__Task input__:

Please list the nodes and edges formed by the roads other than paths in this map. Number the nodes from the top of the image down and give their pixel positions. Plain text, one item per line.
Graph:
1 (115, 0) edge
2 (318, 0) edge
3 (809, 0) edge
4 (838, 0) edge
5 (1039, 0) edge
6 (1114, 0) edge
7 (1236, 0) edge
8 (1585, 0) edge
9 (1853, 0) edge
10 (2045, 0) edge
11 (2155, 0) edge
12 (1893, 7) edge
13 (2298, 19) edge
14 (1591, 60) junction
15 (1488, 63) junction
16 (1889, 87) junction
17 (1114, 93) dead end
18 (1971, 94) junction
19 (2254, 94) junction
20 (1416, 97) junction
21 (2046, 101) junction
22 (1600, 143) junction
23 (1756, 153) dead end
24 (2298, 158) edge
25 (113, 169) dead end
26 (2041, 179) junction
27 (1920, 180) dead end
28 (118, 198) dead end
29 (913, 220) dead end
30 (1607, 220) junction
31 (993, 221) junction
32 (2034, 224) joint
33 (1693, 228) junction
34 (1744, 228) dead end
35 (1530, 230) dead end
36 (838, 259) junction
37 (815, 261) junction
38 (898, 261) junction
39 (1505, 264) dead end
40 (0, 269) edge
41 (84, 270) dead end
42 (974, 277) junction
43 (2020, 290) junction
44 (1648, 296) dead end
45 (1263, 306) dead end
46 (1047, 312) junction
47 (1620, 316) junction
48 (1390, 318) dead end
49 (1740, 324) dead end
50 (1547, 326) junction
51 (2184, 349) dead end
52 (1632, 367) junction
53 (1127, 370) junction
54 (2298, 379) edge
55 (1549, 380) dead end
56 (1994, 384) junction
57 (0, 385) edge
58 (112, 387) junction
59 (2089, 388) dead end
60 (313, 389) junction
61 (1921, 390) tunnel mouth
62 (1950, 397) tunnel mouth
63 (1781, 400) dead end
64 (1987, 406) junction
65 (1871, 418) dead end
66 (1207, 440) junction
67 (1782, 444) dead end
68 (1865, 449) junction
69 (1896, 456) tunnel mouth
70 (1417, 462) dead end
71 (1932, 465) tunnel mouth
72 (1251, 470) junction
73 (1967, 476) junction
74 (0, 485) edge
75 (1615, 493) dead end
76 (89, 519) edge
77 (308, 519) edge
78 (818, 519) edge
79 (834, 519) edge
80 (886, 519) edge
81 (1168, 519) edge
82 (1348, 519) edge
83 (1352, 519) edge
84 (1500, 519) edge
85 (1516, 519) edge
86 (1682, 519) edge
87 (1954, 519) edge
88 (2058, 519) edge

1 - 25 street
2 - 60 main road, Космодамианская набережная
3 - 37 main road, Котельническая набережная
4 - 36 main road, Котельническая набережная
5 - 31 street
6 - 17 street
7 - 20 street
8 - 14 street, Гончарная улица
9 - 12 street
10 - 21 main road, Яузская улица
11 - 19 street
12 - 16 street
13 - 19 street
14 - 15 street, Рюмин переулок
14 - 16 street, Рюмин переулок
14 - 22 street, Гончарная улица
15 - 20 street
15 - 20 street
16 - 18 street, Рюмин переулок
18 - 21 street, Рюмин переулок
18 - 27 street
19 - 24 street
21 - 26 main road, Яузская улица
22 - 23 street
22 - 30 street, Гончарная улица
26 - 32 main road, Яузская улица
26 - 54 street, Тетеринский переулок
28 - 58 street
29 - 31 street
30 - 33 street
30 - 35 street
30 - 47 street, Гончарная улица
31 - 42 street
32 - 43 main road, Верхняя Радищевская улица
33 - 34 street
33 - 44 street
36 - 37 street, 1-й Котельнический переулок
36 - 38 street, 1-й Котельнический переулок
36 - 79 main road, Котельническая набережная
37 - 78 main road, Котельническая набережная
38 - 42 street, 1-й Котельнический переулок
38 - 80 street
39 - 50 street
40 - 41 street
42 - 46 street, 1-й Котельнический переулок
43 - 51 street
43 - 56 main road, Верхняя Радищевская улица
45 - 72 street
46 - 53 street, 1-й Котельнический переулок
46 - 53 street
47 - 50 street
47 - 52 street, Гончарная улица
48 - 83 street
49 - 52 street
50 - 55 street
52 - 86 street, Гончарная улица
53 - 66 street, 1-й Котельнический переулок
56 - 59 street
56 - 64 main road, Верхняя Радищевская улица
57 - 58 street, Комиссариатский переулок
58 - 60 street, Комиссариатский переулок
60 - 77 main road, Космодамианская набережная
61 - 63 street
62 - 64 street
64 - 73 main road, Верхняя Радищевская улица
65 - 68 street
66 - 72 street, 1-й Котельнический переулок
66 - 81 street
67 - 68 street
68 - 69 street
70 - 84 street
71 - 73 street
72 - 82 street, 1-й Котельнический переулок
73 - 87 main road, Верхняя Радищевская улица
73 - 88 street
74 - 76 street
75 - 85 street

__Task requirements__: Each of the records should be retyped exactly.

__Problem solution__:
Please list the nodes and edges formed by the roads other than paths in this map. Number the nodes from the top of the image down and give their pixel positions. Plain text, one item per line.
Graph:
1 (115, 0) edge
2 (318, 0) edge
3 (809, 0) edge
4 (838, 0) edge
5 (1039, 0) edge
6 (1114, 0) edge
7 (1236, 0) edge
8 (1585, 0) edge
9 (1853, 0) edge
10 (2045, 0) edge
11 (2155, 0) edge
12 (1893, 7) edge
13 (2298, 19) edge
14 (1591, 60) junction
15 (1488, 63) junction
16 (1889, 87) junction
17 (1114, 93) dead end
18 (1971, 94) junction
19 (2254, 94) junction
20 (1416, 97) junction
21 (2046, 101) junction
22 (1600, 143) junction
23 (1756, 153) dead end
24 (2298, 158) edge
25 (113, 169) dead end
26 (2041, 179) junction
27 (1920, 180) dead end
28 (118, 198) dead end
29 (913, 220) dead end
30 (1607, 220) junction
31 (993, 221) junction
32 (2034, 224) joint
33 (1693, 228) junction
34 (1744, 228) dead end
35 (1530, 230) dead end
36 (838, 259) junction
37 (815, 261) junction
38 (898, 261) junction
39 (1505, 264) dead end
40 (0, 269) edge
41 (84, 270) dead end
42 (974, 277) junction
43 (2020, 290) junction
44 (1648, 296) dead end
45 (1263, 306) dead end
46 (1047, 312) junction
47 (1620, 316) junction
48 (1390, 318) dead end
49 (1740, 324) dead end
50 (1547, 326) junction
51 (2184, 349) dead end
52 (1632, 367) junction
53 (1127, 370) junction
54 (2298, 379) edge
55 (1549, 380) dead end
56 (1994, 384) junction
57 (0, 385) edge
58 (112, 387) junction
59 (2089, 388) dead end
60 (313, 389) junction
61 (1921, 390) tunnel mouth
62 (1950, 397) tunnel mouth
63 (1781, 400) dead end
64 (1987, 406) junction
65 (1871, 418) dead end
66 (1207, 440) junction
67 (1782, 444) dead end
68 (1865, 449) junction
69 (1896, 456) tunnel mouth
70 (1417, 462) dead end
71 (1932, 465) tunnel mouth
72 (1251, 470) junction
73 (1967, 476) junction
74 (0, 485) edge
75 (1615, 493) dead end
76 (89, 519) edge
77 (308, 519) edge
78 (818, 519) edge
79 (834, 519) edge
80 (886, 519) edge
81 (1168, 519) edge
82 (1348, 519) edge
83 (1352, 519) edge
84 (1500, 519) edge
85 (1516, 519) edge
86 (1682, 519) edge
87 (1954, 519) edge
88 (2058, 519) edge

1 - 25 street
2 - 60 main road, Космодамианская набережная
3 - 37 main road, Котельническая набережная
4 - 36 main road, Котельническая набережная
5 - 31 street
6 - 17 street
7 - 20 street
8 - 14 street, Гончарная улица
9 - 12 street
10 - 21 main road, Яузская улица
11 - 19 street
12 - 16 street
13 - 19 street
14 - 15 street, Рюмин переулок
14 - 16 street, Рюмин переулок
14 - 22 street, Гончарная улица
15 - 20 street
15 - 20 street
16 - 18 street, Рюмин переулок
18 - 21 street, Рюмин переулок
18 - 27 street
19 - 24 street
21 - 26 main road, Яузская улица
22 - 23 street
22 - 30 street, Гончарная улица
26 - 32 main road, Яузская улица
26 - 54 street, Тетеринский переулок
28 - 58 street
29 - 31 street
30 - 33 street
30 - 35 street
30 - 47 street, Гончарная улица
31 - 42 street
32 - 43 main road, Верхняя Радищевская улица
33 - 34 street
33 - 44 street
36 - 37 street, 1-й Котельнический переулок
36 - 38 street, 1-й Котельнический переулок
36 - 79 main road, Котельническая набережная
37 - 78 main road, Котельническая набережная
38 - 42 street, 1-й Котельнический переулок
38 - 80 street
39 - 50 street
40 - 41 street
42 - 46 street, 1-й Котельнический переулок
43 - 51 street
43 - 56 main road, Верхняя Радищевская улица
45 - 72 street
46 - 53 street, 1-й Котельнический переулок
46 - 53 street
47 - 50 street
47 - 52 street, Гончарная улица
48 - 83 street
49 - 52 street
50 - 55 street
52 - 86 street, Гончарная улица
53 - 66 street, 1-й Котельнический переулок
56 - 59 street
56 - 64 main road, Верхняя Радищевская улица
57 - 58 street, Комиссариатский переулок
58 - 60 street, Комиссариатский переулок
60 - 77 main road, Космодамианская набережная
61 - 63 street
62 - 64 street
64 - 73 main road, Верхняя Радищевская улица
65 - 68 street
66 - 72 street, 1-й Котельнический переулок
66 - 81 street
67 - 68 street
68 - 69 street
70 - 84 street
71 - 73 street
72 - 82 street, 1-й Котельнический переулок
73 - 87 main road, Верхняя Радищевская улица
73 - 88 street
74 - 76 street
75 - 85 street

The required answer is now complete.